Monday, Aug. 27, 1934

Deterding on Oil

Pennsylvania's President William Wallace Atterbury, General Electric's Owen D. Young and many another U. S. tycoon felt something like a slap in the face last week when one of Europe's biggest industrialists quietly dubbed railway electrification obsolete. Arriving in Manhattan for a week's visit, Managing Director Sir Henri W. A. Deterding of Royal Dutch-Shell said: "Electrification, except in a suburban way, is a thing of the past. Diesel power is far cheaper than electricity. With electricity, if the power plant breaks down, nothing moves, but with Diesel power the railways are absolutely independent. Why, Diesel trains are so light that we could start new railroads at less investment than would be necessary to convert old ones."
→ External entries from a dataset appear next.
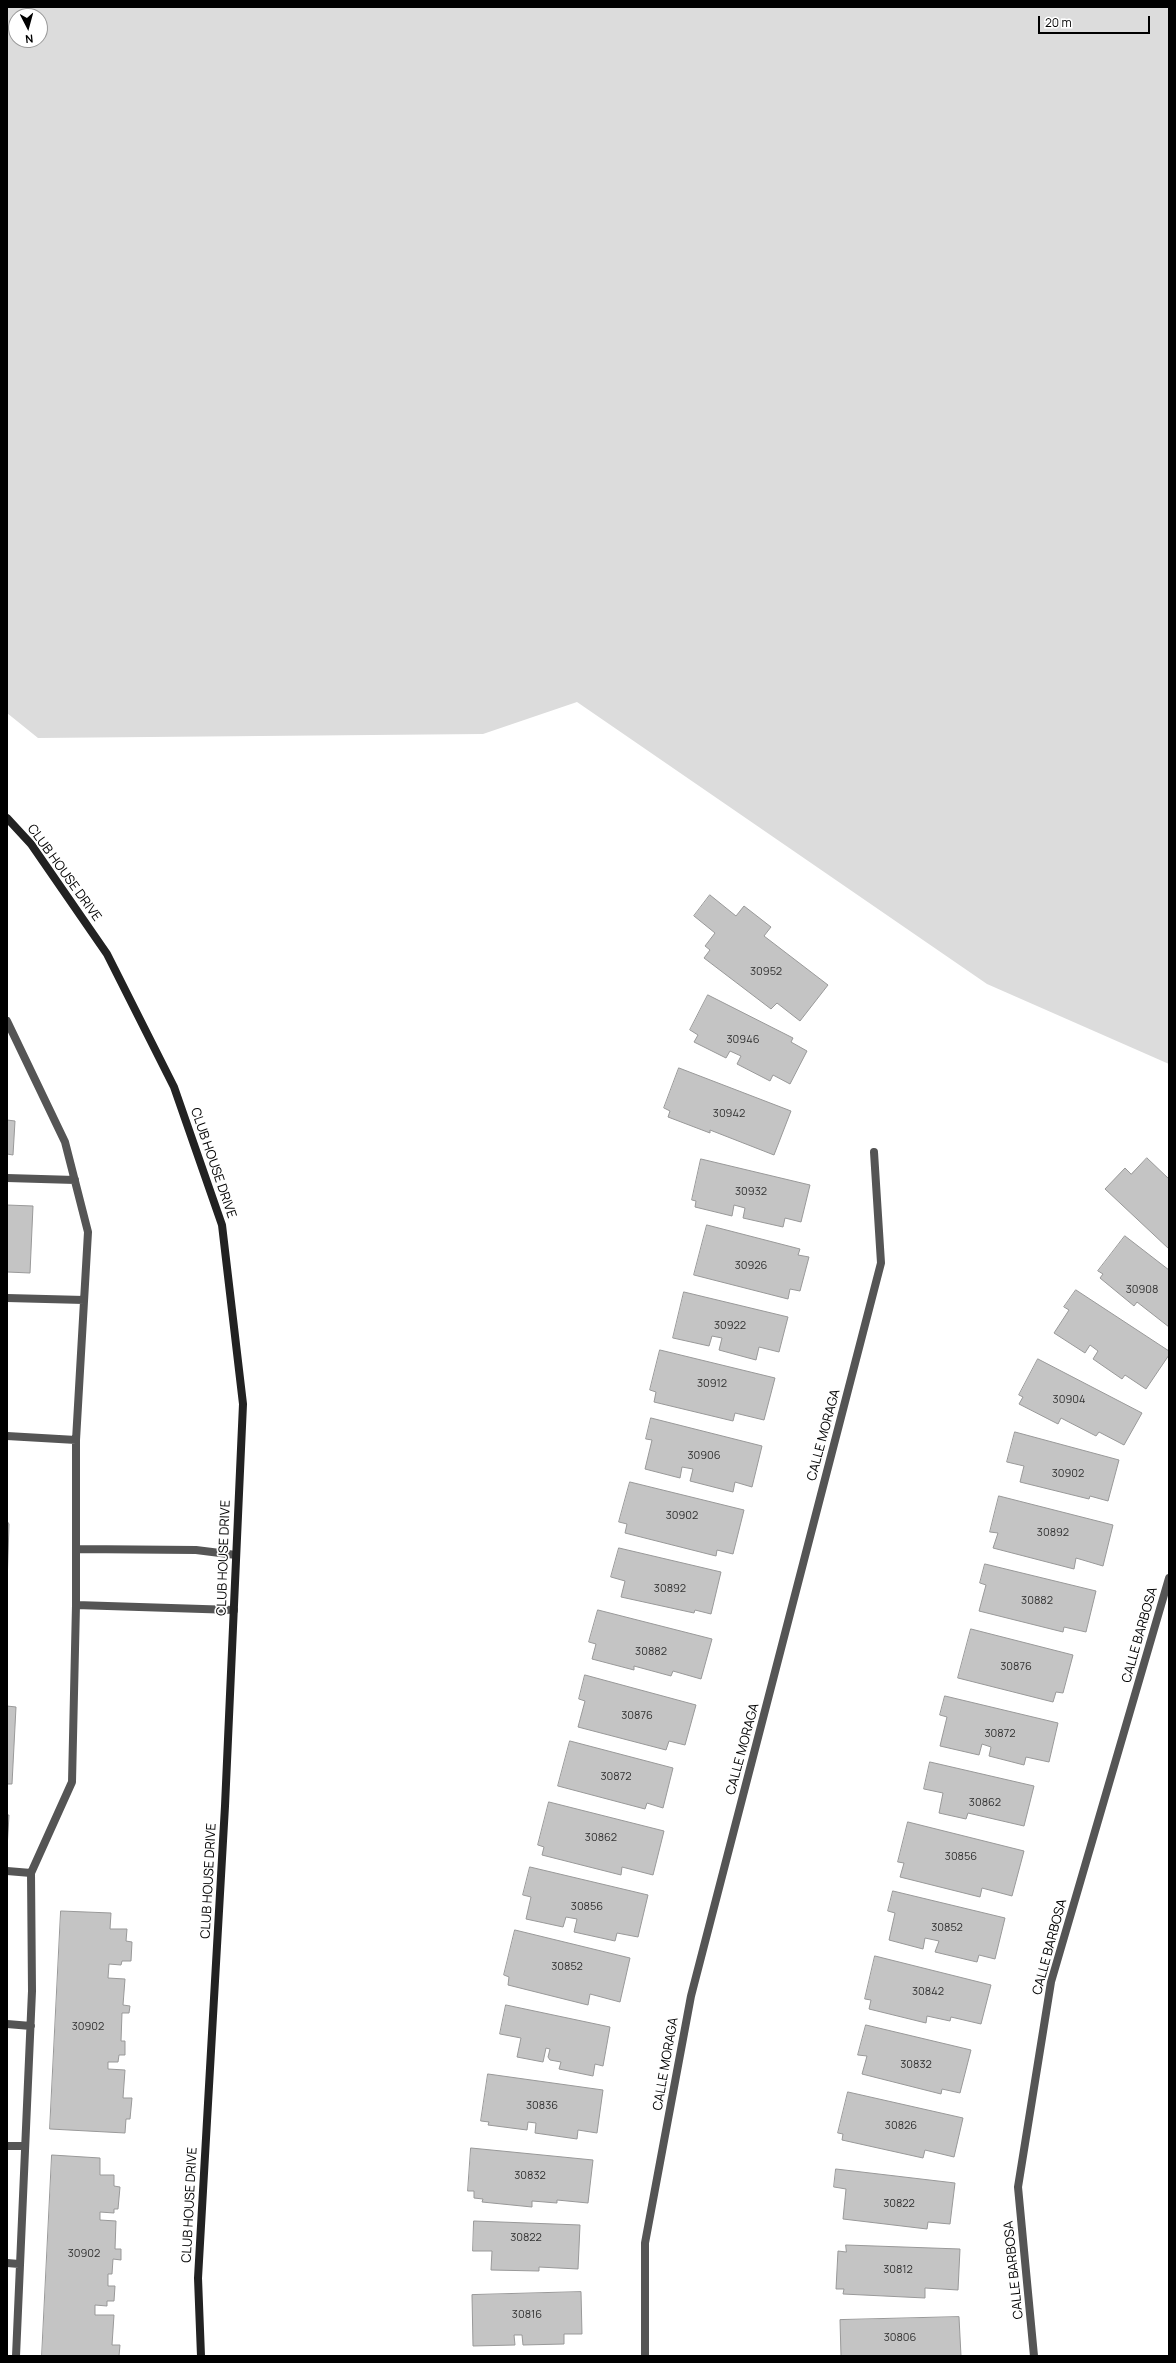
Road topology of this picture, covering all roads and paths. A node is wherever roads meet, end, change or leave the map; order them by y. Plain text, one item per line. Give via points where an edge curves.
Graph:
1 (7, 818) edge
2 (7, 1021) edge
3 (874, 1152) dead end
4 (7, 1178) edge
5 (75, 1180) junction
6 (7, 1298) edge
7 (84, 1300) junction
8 (7, 1436) edge
9 (76, 1440) junction
10 (76, 1549) junction
11 (236, 1555) junction
12 (1169, 1578) edge
13 (76, 1605) junction
14 (234, 1610) junction
15 (7, 1871) edge
16 (31, 1873) junction
17 (7, 2024) edge
18 (30, 2026) junction
19 (7, 2146) edge
20 (24, 2146) junction
21 (7, 2263) edge
22 (19, 2264) junction
23 (16, 2356) edge
24 (201, 2356) edge
25 (645, 2356) edge
26 (1034, 2356) edge

1 - 11 street, CLUB HOUSE DRIVE via 31,844 107,954 174,1087 222,1225 243,1404
2 - 5 street via 65,1142
3 - 25 street, CALLE MORAGA via 881,1263 691,1996 645,2243
4 - 5 street
5 - 7 street via 88,1232
6 - 7 street
7 - 9 street
8 - 9 street
9 - 10 street
10 - 11 street via 196,1550
10 - 13 street
11 - 14 street, CLUB HOUSE DRIVE
12 - 26 street, CALLE BARBOSA via 1051,1982 1018,2187
13 - 14 street
13 - 16 street via 72,1782
14 - 24 street, CLUB HOUSE DRIVE via 198,2278
15 - 16 street
16 - 18 street
17 - 18 street
18 - 20 street
19 - 20 street
20 - 22 street
21 - 22 street
22 - 23 street

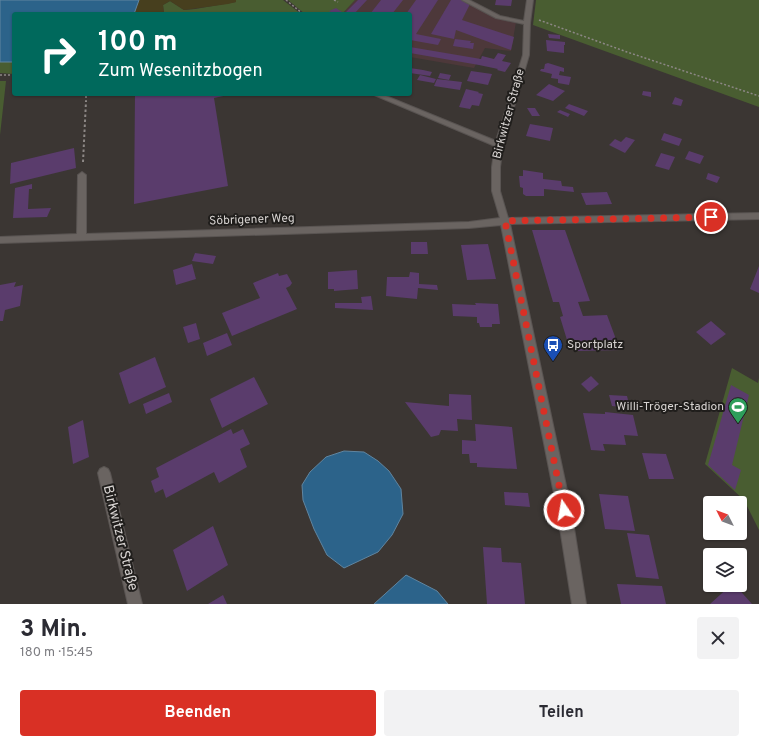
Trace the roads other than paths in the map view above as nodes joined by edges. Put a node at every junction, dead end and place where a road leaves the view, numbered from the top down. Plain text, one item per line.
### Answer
1 (465, 0) edge
2 (530, 0) edge
3 (527, 19) junction
4 (380, 96) edge
5 (499, 145) junction
6 (82, 175) road end
7 (759, 216) edge
8 (505, 221) junction
9 (81, 237) junction
10 (0, 240) edge
11 (104, 473) dead end
12 (135, 604) edge
13 (579, 604) edge

1 - 3 street
2 - 3 street, Birkwitzer Straße
3 - 5 street, Birkwitzer Straße
4 - 5 street
5 - 8 street, Birkwitzer Straße
6 - 9 street
7 - 8 street, Söbrigener Weg
8 - 9 street, Söbrigener Weg
8 - 13 street, Birkwitzer Straße
9 - 10 street, Söbrigener Weg
11 - 12 street, Birkwitzer Straße

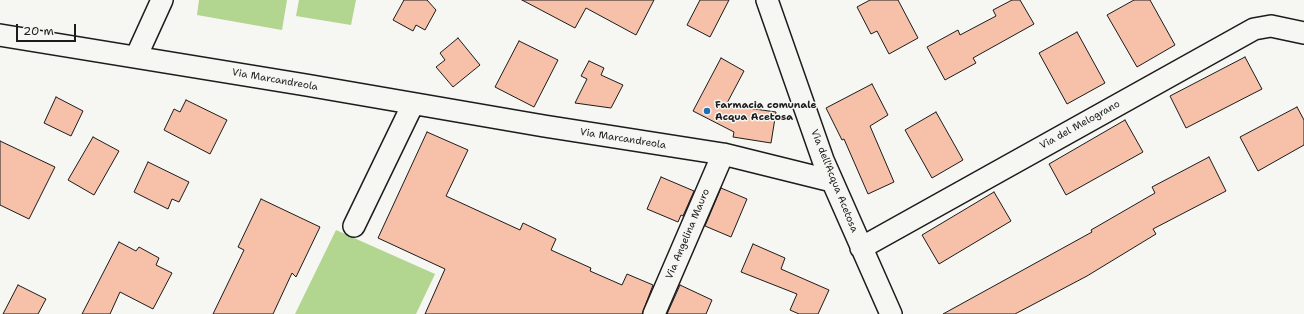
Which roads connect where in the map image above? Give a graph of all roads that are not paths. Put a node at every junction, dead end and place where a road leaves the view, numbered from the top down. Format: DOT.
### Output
graph roads {
  1 [pos="162,0"];
  2 [pos="767,0"];
  3 [pos="1304,33"];
  4 [pos="0,35"];
  5 [pos="136,57"];
  6 [pos="413,104"];
  7 [pos="723,154"];
  8 [pos="832,181"];
  9 [pos="354,226"];
  10 [pos="861,248"];
  11 [pos="654,314"];
  12 [pos="891,314"];
  1 -- 5 [label="street"];
  2 -- 8 [label="street, Via dell'Acqua Acetosa"];
  3 -- 10 [label="street, Via del Melograno"];
  4 -- 5 [label="street, Via Marcandreola"];
  5 -- 6 [label="street, Via Marcandreola"];
  6 -- 7 [label="street, Via Marcandreola"];
  6 -- 9 [label="street"];
  7 -- 8 [label="street, Via Marcandreola"];
  7 -- 11 [label="street, Via Angelina Mauro"];
  8 -- 10 [label="street, Via dell'Acqua Acetosa"];
  10 -- 12 [label="street, Via dell'Acqua Acetosa"];
}
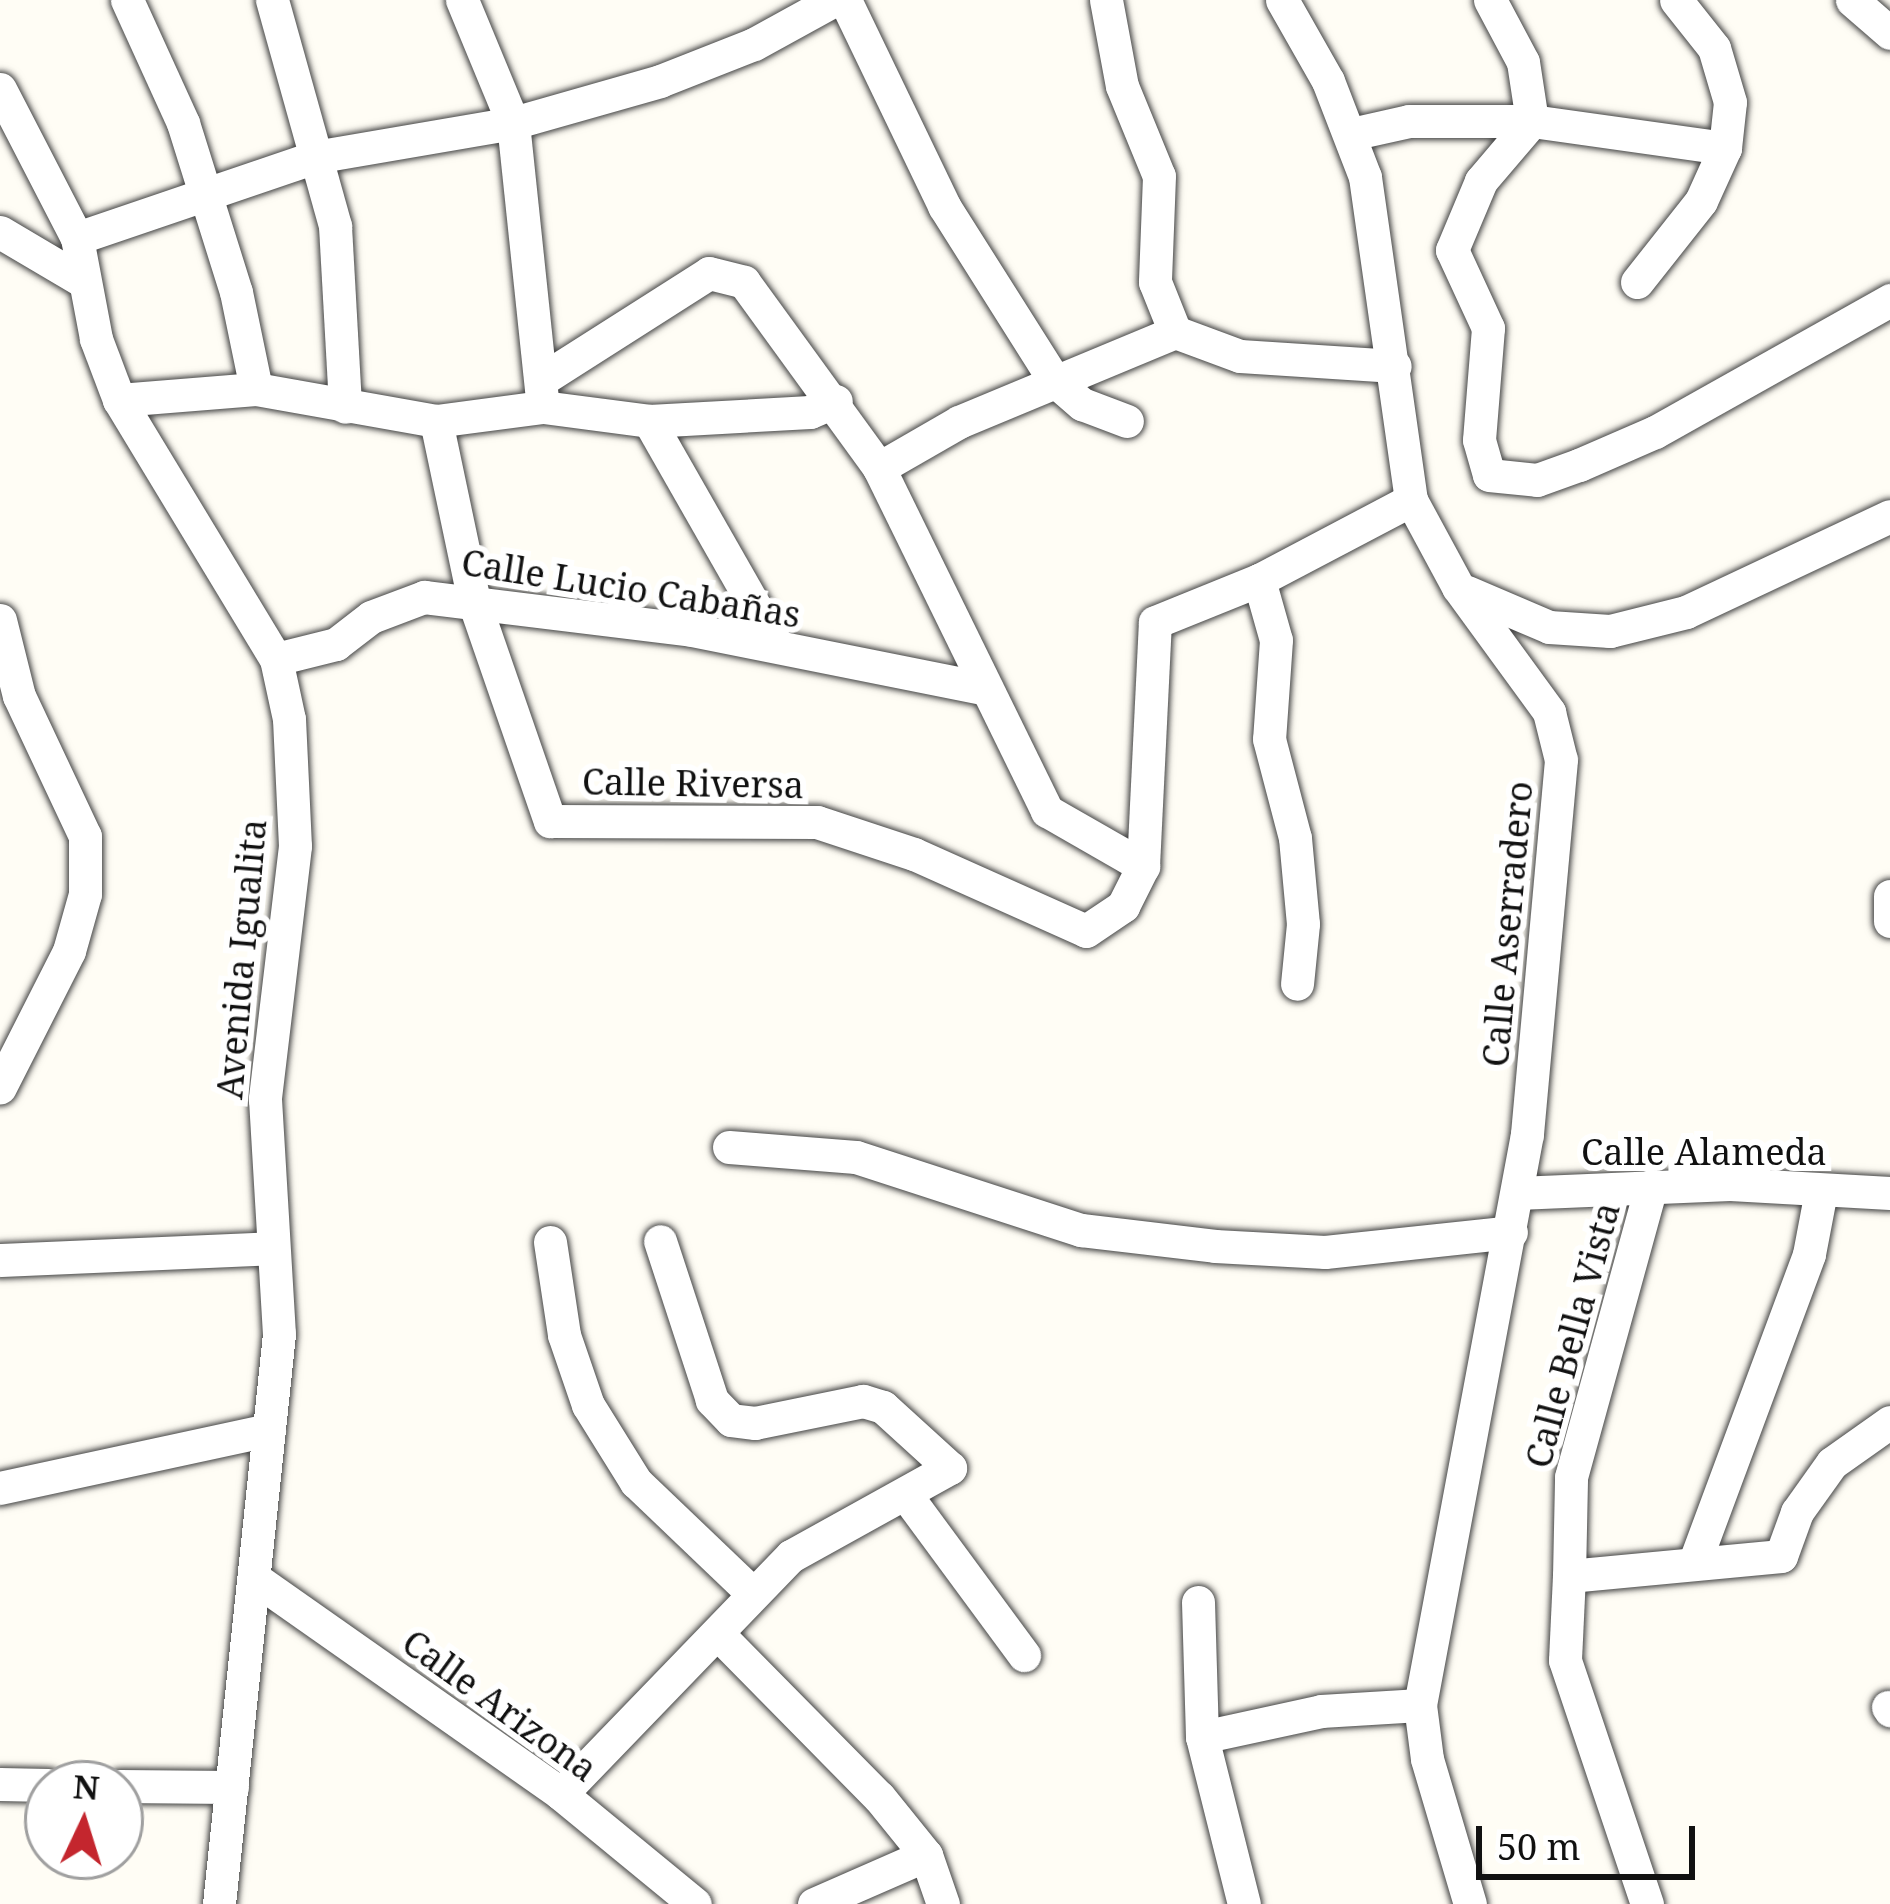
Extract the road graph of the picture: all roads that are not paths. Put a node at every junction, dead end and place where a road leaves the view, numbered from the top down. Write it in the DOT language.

Same day Sir Henri arrived, President Atterbury proudly announced that electrification of Pennsylvania's tracks to Washington would be finished for passenger trains in six months. Undisturbed by Sir Henri's skepticism, he and many an-other railroadman well knew that oil experts themselves are fearful that there may be an oil shortage within 20 years.

Sir Henri had left the famed semicircular desk in St. Helen's Court, London, from which he rules the world's biggest producer of crude petroleum, to see with his own sharp eyes what the U. S. had done about oil. Said he darkly: "It is nothing short of amazing that you have regulatory laws to meet a situation and yet do nothing about it. As we are well aware some people do not like law and order but we must nevertheless have it. What a wicked waste it is to tap resources today that will be sorely needed and that will bring top prices tomorrow! 'Hot oil' . . . has brought about a world oil situation which amounts to paralysis of the industry."

"Hot oil" means chiefly a 100,000-acre patch of sandy land in East Texas where geologists, oil promoters, wild-cat speculators rushed by the thousands in October 1930 to plant a forest of derricks almost overnight. Despite everything the Federal Government could do to curb its lawless elements, East Texas has persistently produced more than its Federal quota. In that hottest spot on the oil map, "hot oil" has been a fighting word for years. Last week, the Texas Railroad Commission was still impotent to stop "hot oil." This week the State of Texas, led by Governor Miriam ("Ma") Ferguson, will get busy with a special session of its Legislature to see what can be done.

One of the first acts of the New Deal was to put the problem in the hands of Oil Administrator Ickes. But last week, none too certain of his legal rights, the best Mr. Ickes could do was to start a test case against Eason Oil Co. of Enid. Okla. He charged the Oklahomans with having drilled three wells in Crescent Pool in direct contradiction to the plan approved by his Petroleum Administration.

Sir Henri announced last week that the prime purpose of his visit was to confer with his old friend Walter C. Teagle of Standard Oil. "There is always," said he, "enough to talk about when oil men get together." But to a newshawk who asked him if a world oil conference was likely this year, he shot back: "What can be done until you put your house in order?"